WLAA
- Winter Garden, Florida; United States;
- Broadcast area: Greater Orlando
- Frequency: 1600 kHz
- Branding: Radio Tempo International

Programming
- Language: Haitian Creole
- Format: Haitian music, news, and culture

Ownership
- Owner: Shanti Persaud; (Unity Broadcasting LLC);
- Sister stations: WKIQ; WNTF; WOKB;

History
- First air date: January 1, 1958
- Former call signs: WGOA (1957–1959); WOKB (1959–1988); WXXO (1988–1990); WXTO (1990–1994); WOKB (1994–2008); WNTF (2017–2018);

Technical information
- Licensing authority: FCC
- Facility ID: 55006
- Class: D
- Power: 2,200 watts (day); 35 watts (night);
- Transmitter coordinates: 28°34′6″N 81°31′7.3″W﻿ / ﻿28.56833°N 81.518694°W

Links
- Public license information: Public file; LMS;
- Webcast: Listen live
- Website: imediatempo.com

= WLAA =

WLAA (1600 AM) is a commercial radio station broadcasting Haitian music, news, and culture. Licensed to Winter Garden, Florida, it serves the Greater Orlando area. The station is owned by Shanti Persaud, through licensee Unity Broadcasting LLC.

WLAA is a Class D station. By day, it transmits with 2,200 watts, and at night, to avoid interference to other stations on 1600 AM, it reduces power to 35 watts.

==History==
===Early years===
The station was first authorized, as WGOA, on April 24, 1957, and debuted on January 1, 1958. The station was a daytimer, licensed to E. V. Price, powered at 1,000 watts and required to go off the air at night.

The call letters were changed to WOKB on May 25, 1959. It had an R&B format aimed at Orlando's African-American community. On April 4, 1988, it became WXXO. Then it switched to WXTO on January 22, 1990, and back to WOKB on January 31, 1994.

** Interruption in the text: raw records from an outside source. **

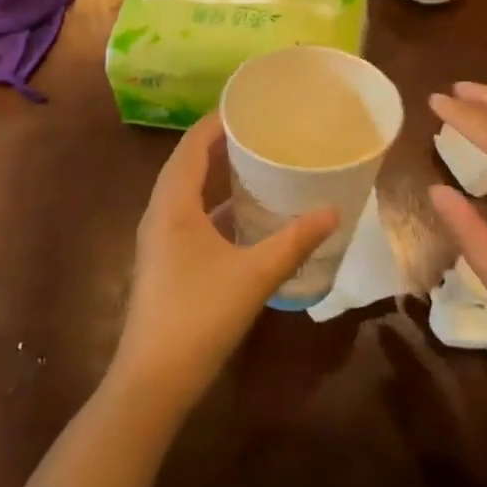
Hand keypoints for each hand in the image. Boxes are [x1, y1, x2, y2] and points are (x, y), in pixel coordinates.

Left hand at [110, 112, 336, 414]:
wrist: (153, 381)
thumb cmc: (200, 315)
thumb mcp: (254, 274)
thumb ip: (294, 241)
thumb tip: (333, 212)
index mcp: (173, 204)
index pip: (192, 145)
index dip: (216, 121)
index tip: (247, 105)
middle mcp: (160, 214)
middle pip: (187, 164)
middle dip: (219, 144)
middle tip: (259, 131)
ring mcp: (159, 240)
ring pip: (187, 194)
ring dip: (216, 176)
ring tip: (255, 164)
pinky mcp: (165, 263)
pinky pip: (190, 219)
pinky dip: (215, 208)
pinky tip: (245, 218)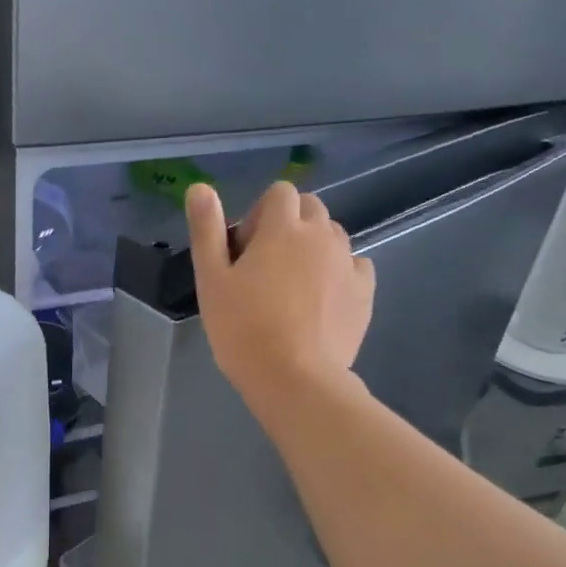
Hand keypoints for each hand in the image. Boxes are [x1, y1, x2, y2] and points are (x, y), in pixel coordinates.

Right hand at [186, 180, 373, 404]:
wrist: (295, 378)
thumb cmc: (243, 329)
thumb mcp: (211, 280)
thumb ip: (206, 230)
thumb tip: (200, 188)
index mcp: (283, 228)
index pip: (279, 193)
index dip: (259, 215)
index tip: (245, 251)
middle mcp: (321, 236)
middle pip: (310, 209)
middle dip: (289, 226)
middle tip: (266, 268)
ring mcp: (348, 264)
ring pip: (333, 237)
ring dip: (313, 248)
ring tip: (293, 288)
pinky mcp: (365, 293)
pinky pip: (355, 267)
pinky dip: (339, 274)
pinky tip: (322, 302)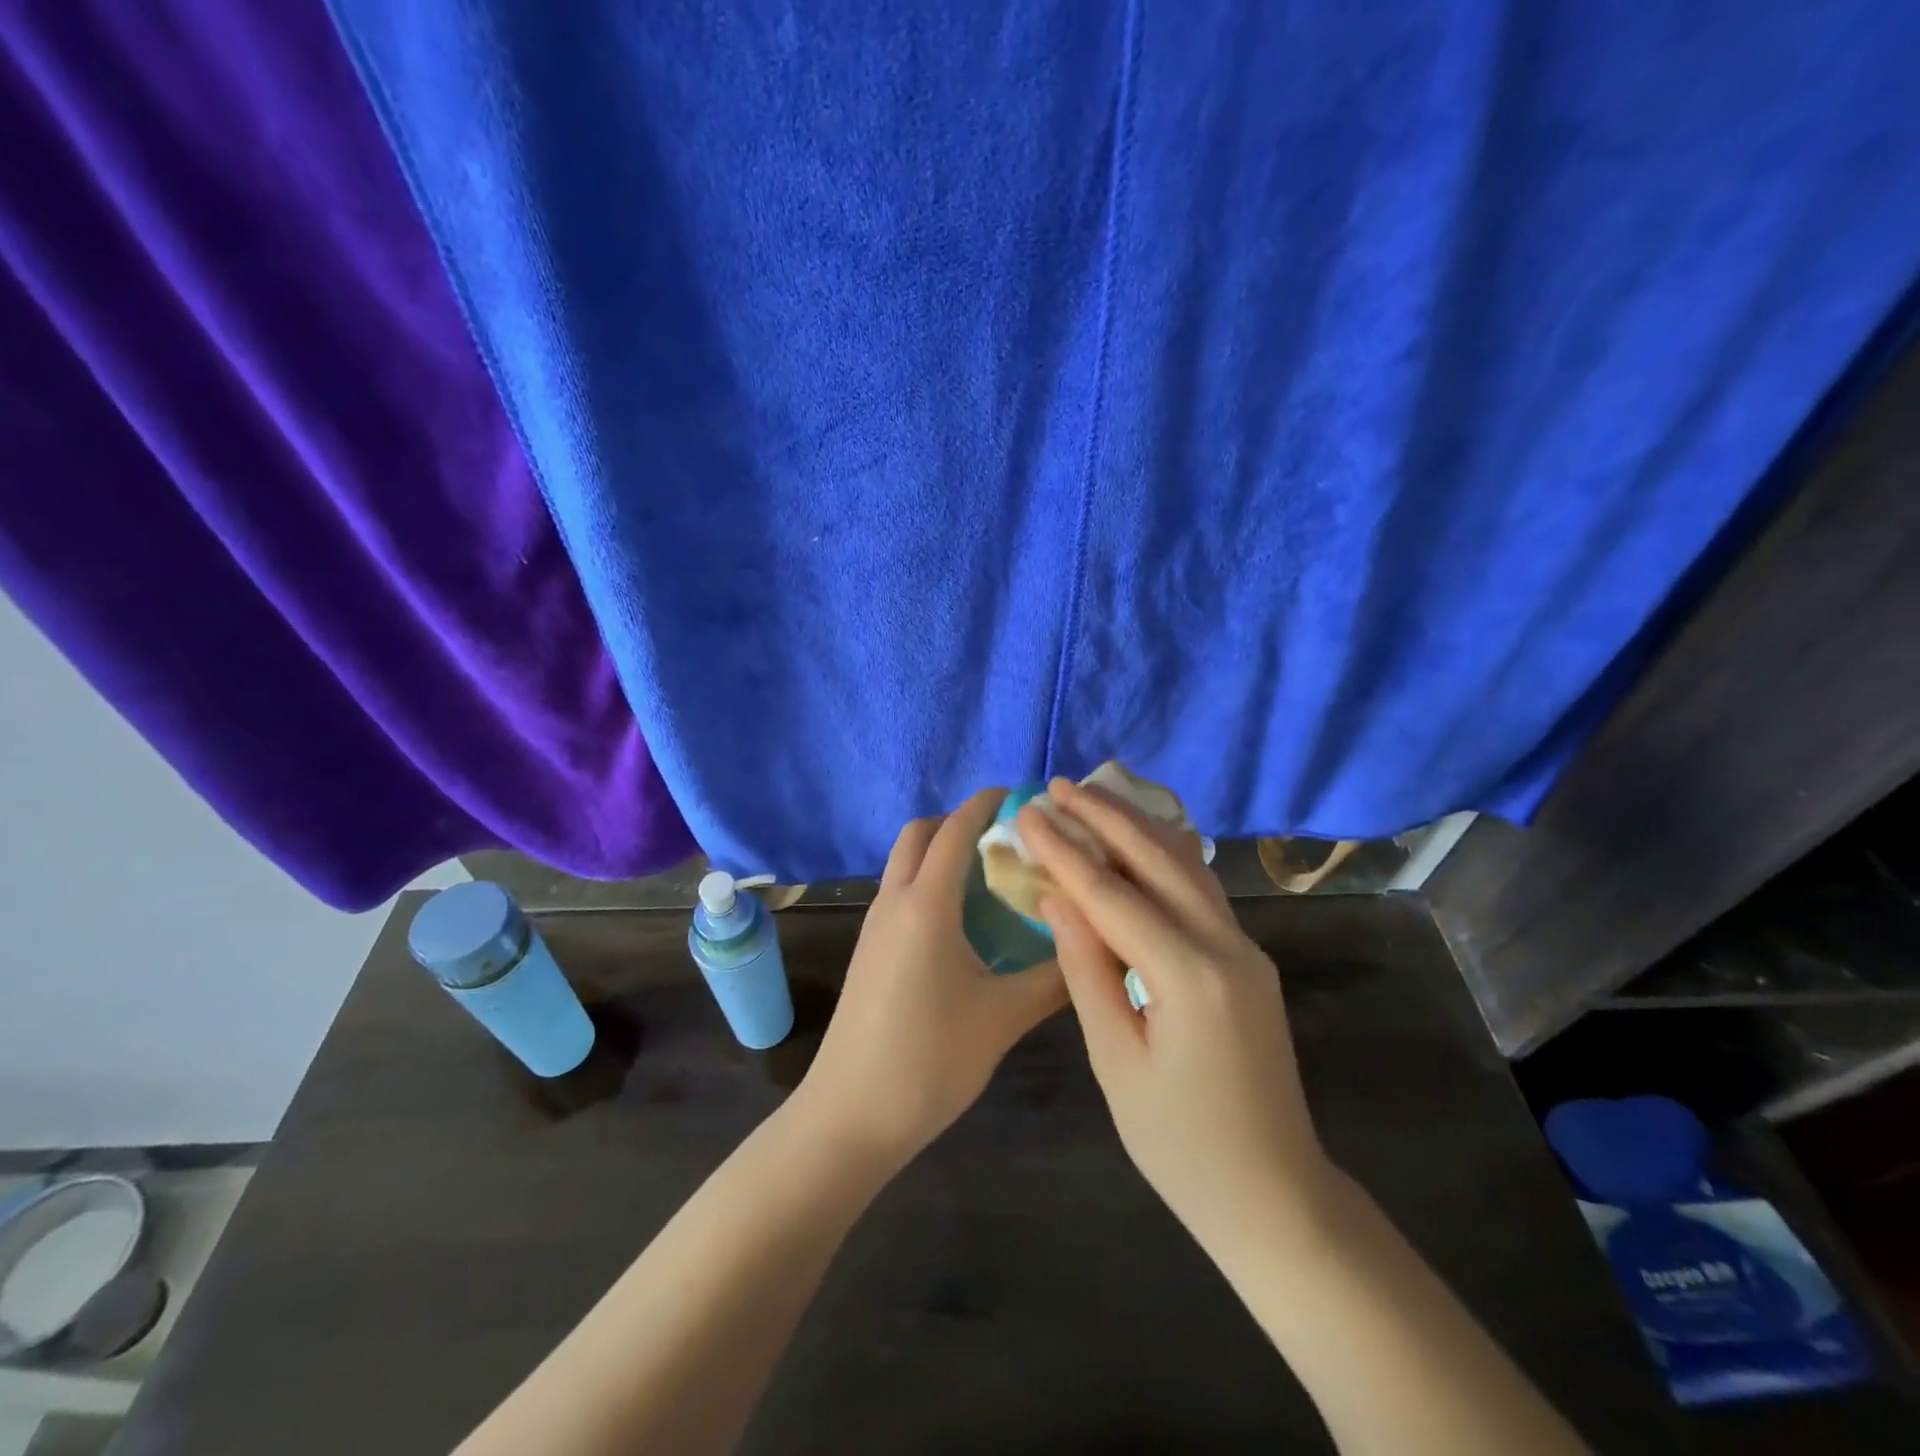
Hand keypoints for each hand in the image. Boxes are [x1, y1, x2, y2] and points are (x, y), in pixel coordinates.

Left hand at [795, 789, 1067, 1170]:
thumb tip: (1094, 944)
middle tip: (1008, 840)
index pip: (955, 830)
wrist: (851, 1114)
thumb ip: (1054, 977)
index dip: (986, 803)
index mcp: (926, 904)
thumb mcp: (1004, 1017)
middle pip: (920, 834)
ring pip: (905, 863)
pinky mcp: (869, 950)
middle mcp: (895, 901)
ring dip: (942, 852)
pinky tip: (964, 921)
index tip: (1022, 797)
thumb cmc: (930, 1058)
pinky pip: (900, 892)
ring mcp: (875, 925)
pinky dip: (930, 882)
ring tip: (993, 878)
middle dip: (959, 822)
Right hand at [1018, 779, 1331, 1244]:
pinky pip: (1200, 891)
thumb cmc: (1180, 1145)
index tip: (1026, 813)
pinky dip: (1161, 858)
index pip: (1110, 894)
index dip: (1063, 850)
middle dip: (1104, 816)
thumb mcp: (1116, 1061)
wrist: (1275, 1195)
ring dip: (1137, 828)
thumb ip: (1086, 969)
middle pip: (1157, 859)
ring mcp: (1246, 949)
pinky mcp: (1249, 959)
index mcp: (1187, 976)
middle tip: (1058, 786)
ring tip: (1092, 800)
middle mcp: (1226, 946)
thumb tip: (1057, 897)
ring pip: (1186, 866)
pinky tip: (1136, 845)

===Expanded Band authorization===
On March 17, 1997, the Federal Communications Commission (FCC) announced that 88 stations had been given permission to move to the newly available "Expanded Band" transmitting frequencies, ranging from 1610 to 1700 kHz. WOKB was authorized to move from 1600 to 1680 kHz. A construction permit for the expanded band station was assigned the call letters WTIR (now WOKB) on April 12, 1999.

The FCC's initial policy was that both the original station and its expanded band counterpart could operate simultaneously for up to five years, after which owners would have to turn in one of the two licenses, depending on whether they preferred. That could be the new assignment or the station could remain on the original frequency. However, this deadline has been extended multiple times, and both stations have remained authorized. One restriction is that the FCC has generally required paired original and expanded band stations to remain under common ownership.

===Call sign exchange===
On May 6, 2008, the two stations on 1600 and 1680 AM swapped call letters, with WOKB transferred to the expanded band station at 1680 AM, and WLAA moved to 1600 AM. The 1600 facility's call letters later changed to WNTF on November 13, 2017, and back to WLAA on June 1, 2018.

As of 2018, the Regional Mexican "La Nueva Que Buena" format moved to WKIQ. WLAA then took on a Haitian Creole-language format.